His chemistry research is funded through Jankowiak's U.S. Department of Energy EPSCoR grant; his research with Naibo is funded through the Center for Integration of Graduate and Undergraduate Research at K-State.

Reppert said he likes that his research incorporates different areas of science and mathematics.

"I think it is a truly astounding thing to see how beautifully the world fits together and how neatly all the different branches of science come together to explain the world around us," he said. "To me, research is a bit like an enormous scavenger hunt that God set up for mankind to entertain themselves here on earth. Getting paid to do research seems almost too good to be true, sort of like getting paid to do the crossword puzzle every day."

Reppert will pursue a Ph.D. in physical chemistry at the Massachusetts Institute of Technology. His career goal is to work at a university where he would conduct research on fundamental physical and chemical principles as they apply to biological systems.

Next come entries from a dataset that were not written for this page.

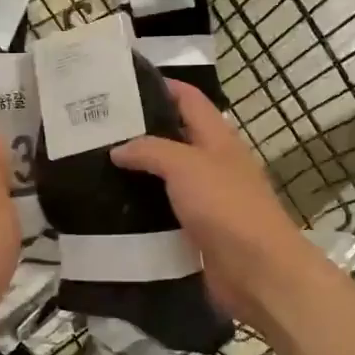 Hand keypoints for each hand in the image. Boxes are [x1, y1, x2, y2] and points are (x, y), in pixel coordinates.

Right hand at [110, 81, 329, 323]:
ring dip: (139, 172)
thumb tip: (118, 149)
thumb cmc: (226, 207)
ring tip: (96, 167)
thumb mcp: (186, 166)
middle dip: (140, 131)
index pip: (189, 99)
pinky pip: (166, 211)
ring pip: (168, 176)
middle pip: (175, 137)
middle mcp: (214, 164)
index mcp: (218, 138)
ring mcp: (208, 199)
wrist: (257, 271)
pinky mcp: (198, 231)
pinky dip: (144, 208)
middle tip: (96, 130)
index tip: (122, 83)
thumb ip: (151, 151)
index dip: (161, 85)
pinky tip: (114, 209)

Reppert also has been a Goldwater Scholar and a National Merit Scholar. He has received the Presidential Award for Distinguished Undergraduate Student in Research and the Phi Lambda Upsilon award for academic performance as a sophomore. He also has been awarded the Presidential Scholarship, the William and Melissa Harold Memorial Scholarship, the Dow K-State Alumni Association Scholarship, the Travis W. Miller Memorial Scholarship, the Jack and Betsy Lambert Scholarship and the College of Arts and Sciences Excellence Scholarship.

He is a member of Phi Kappa Phi, Phi Eta Sigma and Golden Key honor societies, and has been a member of the K-State mathematics team. He served as a peer minister for the Baptist Campus Center, is a member of the K-State Juggling Club and has received a black belt in kung fu. Reppert is the son of Jay and Sue Reppert, Manhattan.